The continuing advances in semiconductor fabrication technology, and the increasing demand for complex functionality in modern semiconductor chips has led to generation of an exponentially larger mask layout data, and therefore a large amount of data has to be transmitted to the target disk location in the target system. The typical mask layouts are taken through several exchanges across the design tools 106 for design transformations, such as design rule check (DRC) removal, LVL verification, chip-level integration, chip-finishing editing, and final verification at foundry. At each stage, a large-sized hierarchical layout needs to be imported into a corresponding design tool 106 and edited. This involves the translation of the mask layout data into the target library 104 supporting the hierarchical design.
The target system hierarchical databases like Open Access store different elements of hierarchy in individual directories and files. Hence, importing a typical mask layout for a hierarchical design needs the creation of directories and files in the order of millions. While the core translation process of converting layout information to target database objects is host system CPU intensive, creating the target disk location representation of the hierarchical design is highly I/O intensive. The network disk setups makes I/O slower depending on the network latency. Since multiple iterations of translation are required in the full design flow from the beginning of physical design to chip fabrication, the mask layout import ends up consuming a sizeable amount of the IC designer time.

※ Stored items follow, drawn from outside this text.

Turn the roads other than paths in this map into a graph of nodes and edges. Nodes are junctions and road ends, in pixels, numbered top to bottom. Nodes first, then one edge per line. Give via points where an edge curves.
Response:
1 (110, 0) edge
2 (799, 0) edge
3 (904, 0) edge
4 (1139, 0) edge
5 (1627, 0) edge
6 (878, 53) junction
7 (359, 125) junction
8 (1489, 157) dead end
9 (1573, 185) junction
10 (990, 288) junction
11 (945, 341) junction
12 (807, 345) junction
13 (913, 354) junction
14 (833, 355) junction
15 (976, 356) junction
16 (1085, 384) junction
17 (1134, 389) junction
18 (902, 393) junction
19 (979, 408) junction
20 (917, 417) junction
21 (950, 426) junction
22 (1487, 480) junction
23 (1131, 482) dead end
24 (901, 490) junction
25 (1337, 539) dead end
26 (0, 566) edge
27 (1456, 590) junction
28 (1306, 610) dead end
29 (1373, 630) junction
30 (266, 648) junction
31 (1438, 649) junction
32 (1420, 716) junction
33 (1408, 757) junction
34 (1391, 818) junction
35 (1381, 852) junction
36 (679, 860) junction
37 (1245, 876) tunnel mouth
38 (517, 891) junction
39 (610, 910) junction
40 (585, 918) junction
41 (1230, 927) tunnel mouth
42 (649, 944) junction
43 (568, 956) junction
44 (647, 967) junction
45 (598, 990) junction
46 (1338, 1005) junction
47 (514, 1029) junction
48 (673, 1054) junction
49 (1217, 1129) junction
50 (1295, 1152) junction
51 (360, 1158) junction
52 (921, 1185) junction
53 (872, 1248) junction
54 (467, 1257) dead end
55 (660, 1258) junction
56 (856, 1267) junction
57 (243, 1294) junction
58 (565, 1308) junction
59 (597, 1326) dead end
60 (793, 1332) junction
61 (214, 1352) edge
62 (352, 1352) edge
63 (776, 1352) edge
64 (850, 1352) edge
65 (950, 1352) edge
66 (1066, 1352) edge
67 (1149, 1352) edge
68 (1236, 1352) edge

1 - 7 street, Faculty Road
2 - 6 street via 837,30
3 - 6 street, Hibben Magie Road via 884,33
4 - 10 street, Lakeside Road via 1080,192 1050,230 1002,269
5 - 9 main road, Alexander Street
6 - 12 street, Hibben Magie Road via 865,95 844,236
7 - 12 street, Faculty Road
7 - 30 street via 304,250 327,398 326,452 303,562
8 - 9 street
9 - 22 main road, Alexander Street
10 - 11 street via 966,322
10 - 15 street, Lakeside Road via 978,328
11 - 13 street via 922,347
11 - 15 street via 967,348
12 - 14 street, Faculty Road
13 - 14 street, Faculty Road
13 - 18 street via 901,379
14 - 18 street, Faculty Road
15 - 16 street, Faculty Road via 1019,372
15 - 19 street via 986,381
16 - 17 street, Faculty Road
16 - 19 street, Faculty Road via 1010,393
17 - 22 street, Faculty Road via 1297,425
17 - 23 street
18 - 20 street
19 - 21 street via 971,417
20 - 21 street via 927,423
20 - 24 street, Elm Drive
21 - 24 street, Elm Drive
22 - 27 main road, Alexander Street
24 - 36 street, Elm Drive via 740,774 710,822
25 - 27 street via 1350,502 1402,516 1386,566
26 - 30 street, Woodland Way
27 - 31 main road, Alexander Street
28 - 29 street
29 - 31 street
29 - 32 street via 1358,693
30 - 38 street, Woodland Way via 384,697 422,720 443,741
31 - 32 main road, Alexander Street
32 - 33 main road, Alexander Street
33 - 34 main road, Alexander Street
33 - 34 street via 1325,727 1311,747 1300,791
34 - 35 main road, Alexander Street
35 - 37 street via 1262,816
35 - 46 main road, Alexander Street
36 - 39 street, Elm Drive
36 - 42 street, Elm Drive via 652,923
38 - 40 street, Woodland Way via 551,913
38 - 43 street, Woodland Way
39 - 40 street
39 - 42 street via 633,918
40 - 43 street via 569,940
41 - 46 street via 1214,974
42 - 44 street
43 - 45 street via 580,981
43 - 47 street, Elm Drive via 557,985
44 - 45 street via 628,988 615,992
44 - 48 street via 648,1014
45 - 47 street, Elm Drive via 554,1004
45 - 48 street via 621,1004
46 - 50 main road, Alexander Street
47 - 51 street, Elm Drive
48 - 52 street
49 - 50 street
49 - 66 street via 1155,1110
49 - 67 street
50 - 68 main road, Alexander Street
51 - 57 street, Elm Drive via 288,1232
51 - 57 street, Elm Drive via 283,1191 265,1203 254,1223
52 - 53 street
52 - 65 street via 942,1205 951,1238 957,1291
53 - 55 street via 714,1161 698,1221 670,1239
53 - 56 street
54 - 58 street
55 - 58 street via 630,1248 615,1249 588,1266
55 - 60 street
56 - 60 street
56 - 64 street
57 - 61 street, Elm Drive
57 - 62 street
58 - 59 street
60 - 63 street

As depicted in FIG. 2, each step involves a portion of host system CPU operation which makes a system call for the target disk access and logic execution. This is the reason the host system CPU and the target disk operations gets interleaved. In a normal scenario, the target disk is shared between several processes and users that make this flow very time consuming. This target disk sharing is time consuming because the target disk is assigned to other users/processes when the CPU operations are being executed, and is assigned back to the import process when the CPU needs to perform the disk access. The target disk sharing also increases the disk head movements. Therefore, the import of one cell view from the mask layout data has to go through these interleaved CPU and the target disk operations which tends to consume significant time.
Therefore, there is a need for methods and systems that addresses the above mentioned drawbacks of the conventional techniques employed for mask layout data import, and is thereby able to reduce translation time for large hierarchical layouts that leads to higher productivity.